Records excerpted from a collection:
**********

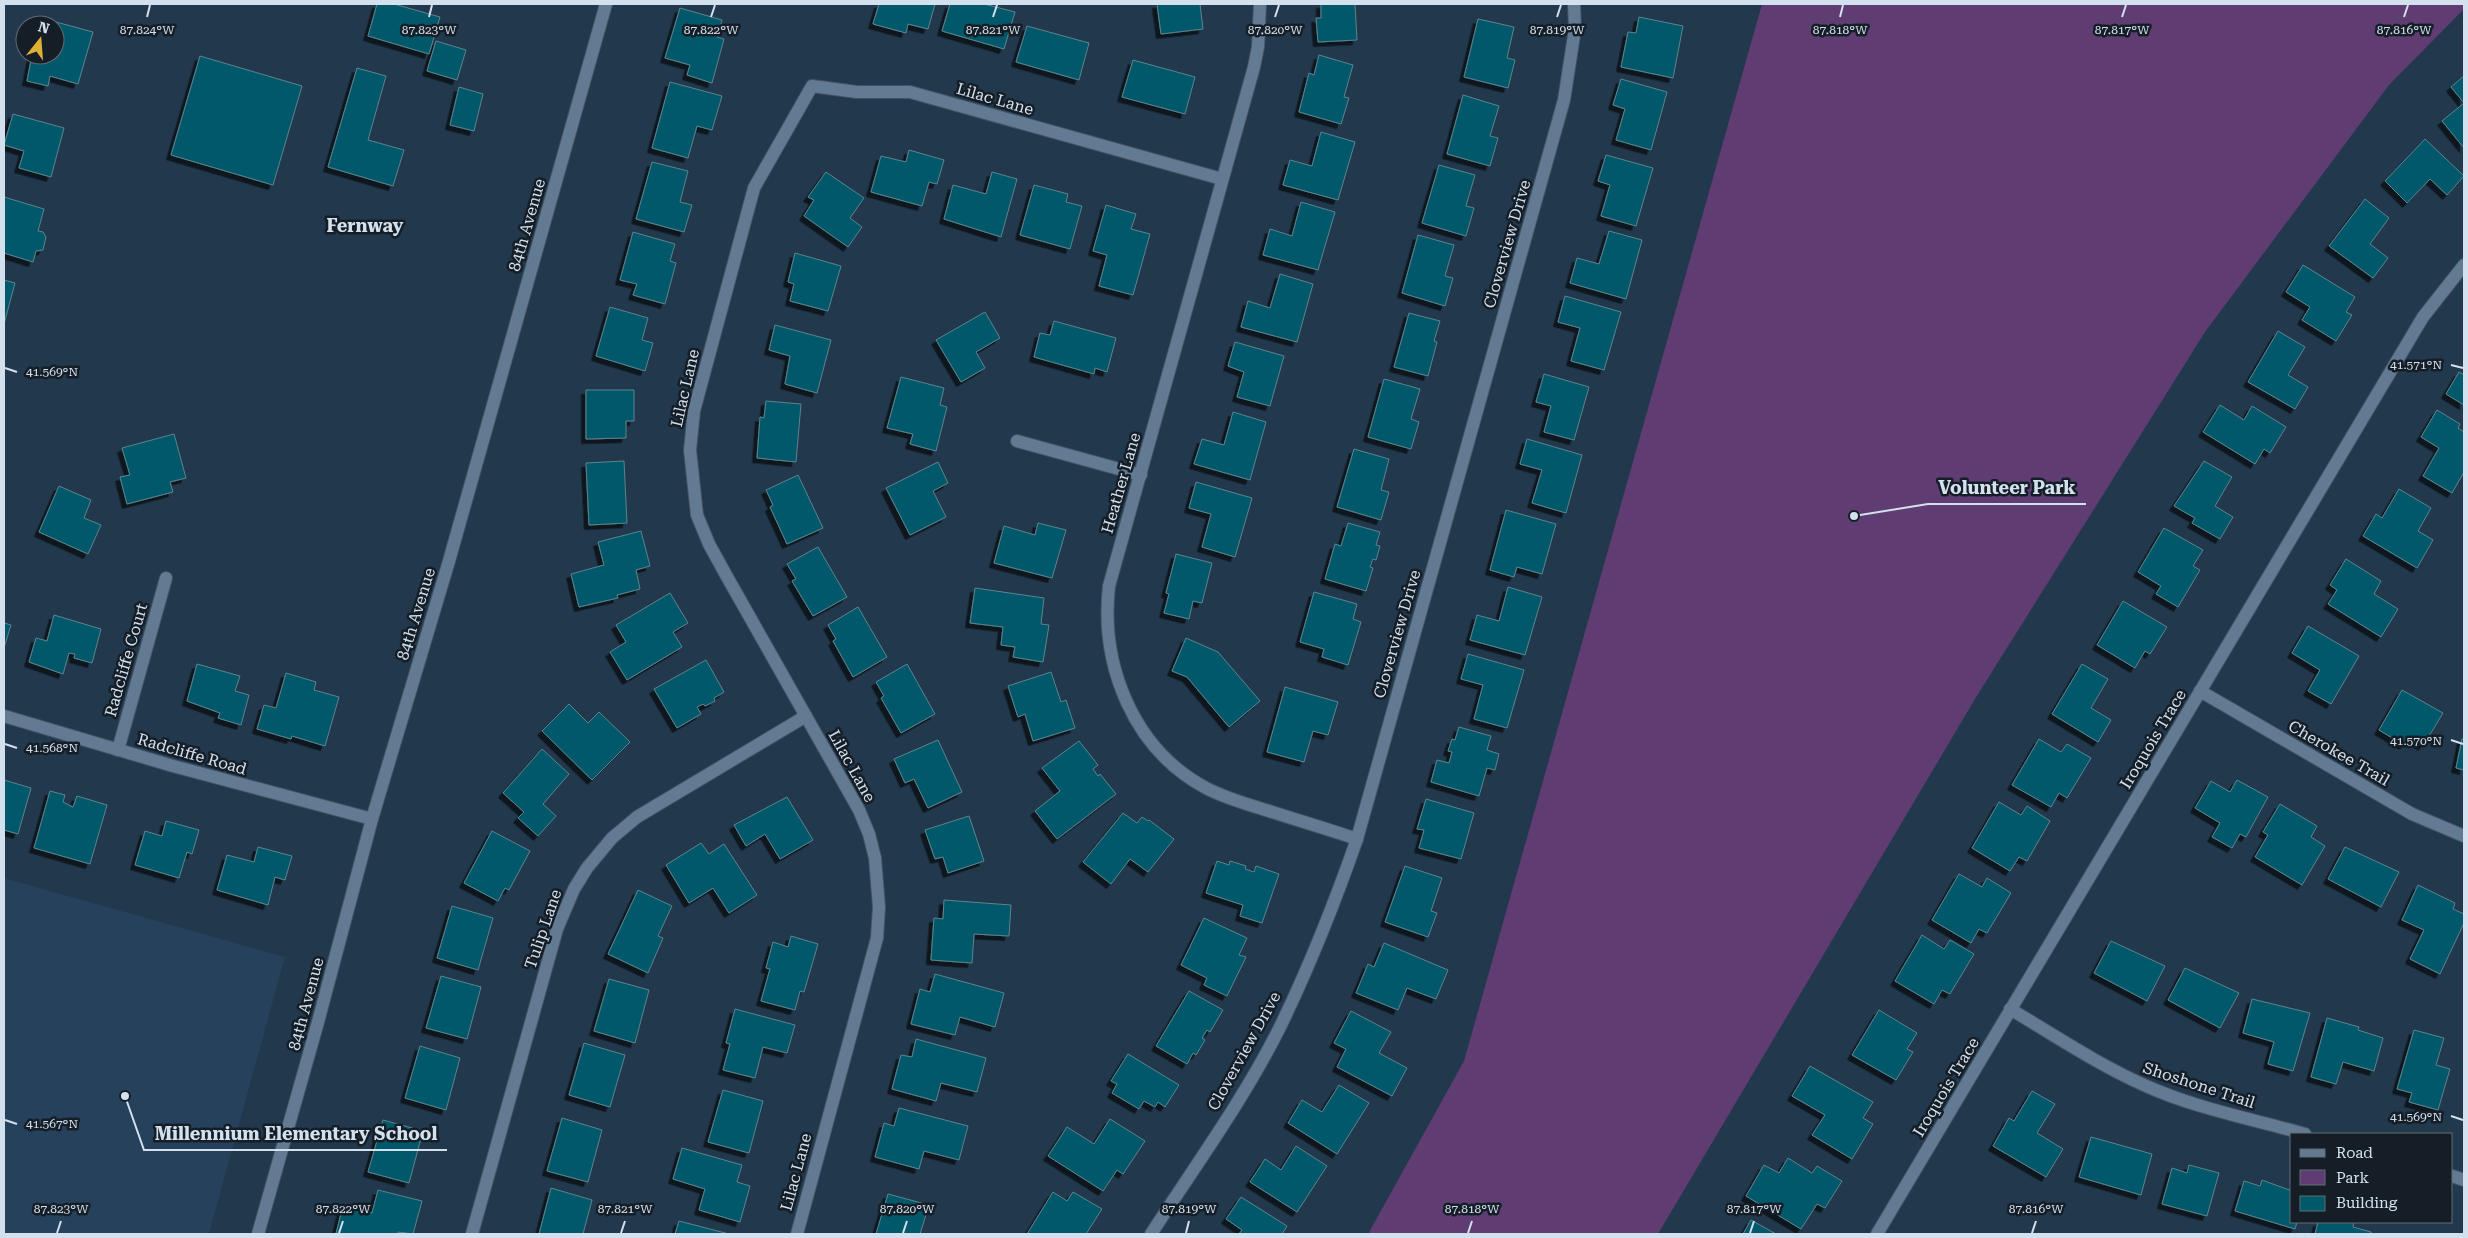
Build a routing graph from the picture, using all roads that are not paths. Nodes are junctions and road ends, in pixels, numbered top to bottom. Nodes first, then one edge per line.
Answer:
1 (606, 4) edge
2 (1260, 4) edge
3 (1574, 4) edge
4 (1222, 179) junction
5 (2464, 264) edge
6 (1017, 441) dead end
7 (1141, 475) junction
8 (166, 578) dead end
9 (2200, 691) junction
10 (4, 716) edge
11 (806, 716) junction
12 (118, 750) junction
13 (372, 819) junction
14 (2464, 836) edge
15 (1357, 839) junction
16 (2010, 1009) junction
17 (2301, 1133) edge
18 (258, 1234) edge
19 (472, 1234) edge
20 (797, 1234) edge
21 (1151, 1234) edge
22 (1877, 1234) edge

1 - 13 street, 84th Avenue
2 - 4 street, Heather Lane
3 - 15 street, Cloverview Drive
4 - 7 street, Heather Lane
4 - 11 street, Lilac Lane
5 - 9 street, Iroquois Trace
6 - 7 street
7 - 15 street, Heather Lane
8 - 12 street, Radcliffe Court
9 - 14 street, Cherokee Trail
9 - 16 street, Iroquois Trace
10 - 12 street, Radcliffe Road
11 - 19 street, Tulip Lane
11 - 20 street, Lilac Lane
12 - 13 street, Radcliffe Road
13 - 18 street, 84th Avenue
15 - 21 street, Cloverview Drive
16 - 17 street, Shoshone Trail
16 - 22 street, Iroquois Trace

**********

### WHAT YOU ARE ASKED TO DO
Copy out every line above without change, dropping the pictures.

### EXPECTED ANSWER
Build a routing graph from the picture, using all roads that are not paths. Nodes are junctions and road ends, in pixels, numbered top to bottom. Nodes first, then one edge per line.
Answer:
1 (606, 4) edge
2 (1260, 4) edge
3 (1574, 4) edge
4 (1222, 179) junction
5 (2464, 264) edge
6 (1017, 441) dead end
7 (1141, 475) junction
8 (166, 578) dead end
9 (2200, 691) junction
10 (4, 716) edge
11 (806, 716) junction
12 (118, 750) junction
13 (372, 819) junction
14 (2464, 836) edge
15 (1357, 839) junction
16 (2010, 1009) junction
17 (2301, 1133) edge
18 (258, 1234) edge
19 (472, 1234) edge
20 (797, 1234) edge
21 (1151, 1234) edge
22 (1877, 1234) edge

1 - 13 street, 84th Avenue
2 - 4 street, Heather Lane
3 - 15 street, Cloverview Drive
4 - 7 street, Heather Lane
4 - 11 street, Lilac Lane
5 - 9 street, Iroquois Trace
6 - 7 street
7 - 15 street, Heather Lane
8 - 12 street, Radcliffe Court
9 - 14 street, Cherokee Trail
9 - 16 street, Iroquois Trace
10 - 12 street, Radcliffe Road
11 - 19 street, Tulip Lane
11 - 20 street, Lilac Lane
12 - 13 street, Radcliffe Road
13 - 18 street, 84th Avenue
15 - 21 street, Cloverview Drive
16 - 17 street, Shoshone Trail
16 - 22 street, Iroquois Trace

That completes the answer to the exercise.